Da haben die beiden Gatten einen stummen Blick miteinander ausgetauscht. Keiner von uns dreien hat mehr ein Sterbenswort gesprochen. An der Wand hing das Bild des Grafen Peter-Paul mit seinem Christuskopf. Ich bin doch als Kunstmaler so in Leinwand und Farben vernarrt, daß ich mir als einbilde, die Gemälde, in denen man etwas vom Geist eines Menschen festgehalten hat, die wären dadurch ein Stück von ihm selber geworden und hätten ihr inneres Leben und könnten die Augen bewegen und die Lippen öffnen, wenn man scharf hinsieht. Und ich hab' das Bild des Grafen Peter-Paul Oetsch unverwandt angeschaut und mir gedacht: Du allein weißt, wer dich umgebracht hat! Du allein! Sonst keiner. So red' doch! Deine Lippen zucken ja schon. Ich sehe es deutlich unter dem Bart an den Mundwinkeln! ... Schrei es doch heraus, wenn es wahr ist! Schrei es den Menschen in die Ohren: Kain! Kain! ... Mein Bruder Kain ...

In diesem Augenblick steht ein langer, hagerer, straffer Schatten in der Türe, und wie ich hinschau', ist's der Graf Johann Preisgott Oetsch, und er kommt nachlässig und ungezwungen näher, mit einem leichtsinnigen Lächeln, und geht an dem Bild seines toten Bruders vorbei und sieht es gleichgültig an, oder eigentlich darüber hin, ganz seelenlos, als wäre da nichts, was ihn irgendwie berühren könne, und mir ist kalt ums Herz geworden, und ich hab' nicht gewußt, was ich dazu sagen soll. Der Graf Oetsch hat aber gemütlich gelacht, wie wenn er zu kleinen Kindern spräche: »Ja – was macht's ihr denn da herum? Warum versteckt's euch denn vor euren Gästen?« und dabei mit der Gelenkigkeit eines altfranzösischen Kavaliers das Knie gebeugt und der Hausfrau den graziös gerundeten Arm geboten: »Bitt' schön! Eure Gäste schicken mich! Laß uns nicht allein!« Und es lag solch eine schmeichelnde Willenskraft in seinem Wesen, daß die Katzel wahrhaftig folgsam mit ihm in den Saal hinübergegangen wäre, hätte sich ihr Mann nicht davorgestellt.
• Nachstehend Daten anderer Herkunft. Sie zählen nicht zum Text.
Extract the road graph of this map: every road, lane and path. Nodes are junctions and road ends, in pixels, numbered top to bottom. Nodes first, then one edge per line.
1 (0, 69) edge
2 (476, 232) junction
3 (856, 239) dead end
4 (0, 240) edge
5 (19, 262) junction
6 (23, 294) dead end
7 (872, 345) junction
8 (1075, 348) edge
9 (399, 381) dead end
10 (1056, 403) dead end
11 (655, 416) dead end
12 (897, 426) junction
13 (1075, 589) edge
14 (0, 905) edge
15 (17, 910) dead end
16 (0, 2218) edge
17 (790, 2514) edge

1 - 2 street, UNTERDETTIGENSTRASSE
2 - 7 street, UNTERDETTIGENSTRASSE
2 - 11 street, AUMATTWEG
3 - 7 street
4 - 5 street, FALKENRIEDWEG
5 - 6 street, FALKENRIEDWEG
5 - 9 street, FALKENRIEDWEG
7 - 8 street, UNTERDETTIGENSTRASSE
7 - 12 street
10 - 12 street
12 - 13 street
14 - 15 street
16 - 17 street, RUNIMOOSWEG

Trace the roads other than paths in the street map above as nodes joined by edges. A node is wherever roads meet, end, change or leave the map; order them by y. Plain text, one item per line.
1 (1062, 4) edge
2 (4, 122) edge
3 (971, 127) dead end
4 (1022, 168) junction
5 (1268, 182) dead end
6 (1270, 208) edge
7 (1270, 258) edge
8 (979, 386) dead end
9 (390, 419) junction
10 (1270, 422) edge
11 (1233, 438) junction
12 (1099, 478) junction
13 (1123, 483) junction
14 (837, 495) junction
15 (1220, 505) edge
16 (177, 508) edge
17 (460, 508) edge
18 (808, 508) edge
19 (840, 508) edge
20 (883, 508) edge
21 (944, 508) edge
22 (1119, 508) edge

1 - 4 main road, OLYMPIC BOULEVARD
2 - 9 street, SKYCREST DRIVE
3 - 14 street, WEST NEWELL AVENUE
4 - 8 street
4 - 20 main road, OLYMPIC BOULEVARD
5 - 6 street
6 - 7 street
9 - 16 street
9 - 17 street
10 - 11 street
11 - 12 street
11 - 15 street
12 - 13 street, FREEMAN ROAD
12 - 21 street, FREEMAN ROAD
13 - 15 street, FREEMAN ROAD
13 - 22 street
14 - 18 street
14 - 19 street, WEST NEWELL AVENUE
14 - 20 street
Der war von Natur ernst und von schwerem, zuverlässigem Geblüt. Und so hat er noch ernster als sonst gesagt: »Lasse jetzt die Narrenspossen, Johann Preisgott, und bleib hier! Es ist eine Schicksalsstunde. Die Centa und ich haben jetzt mit dir Worte zu sprechen, die kein dritter hören darf!«

Da hab' ich verstanden, daß von den Vieren im Zimmer einer überflüssig war, und der hieß Franz Salvermoser und war ein Kunstmaler aus München, und ich bin still hinübergegangen in den großen Wappensaal, zu den andern Herren.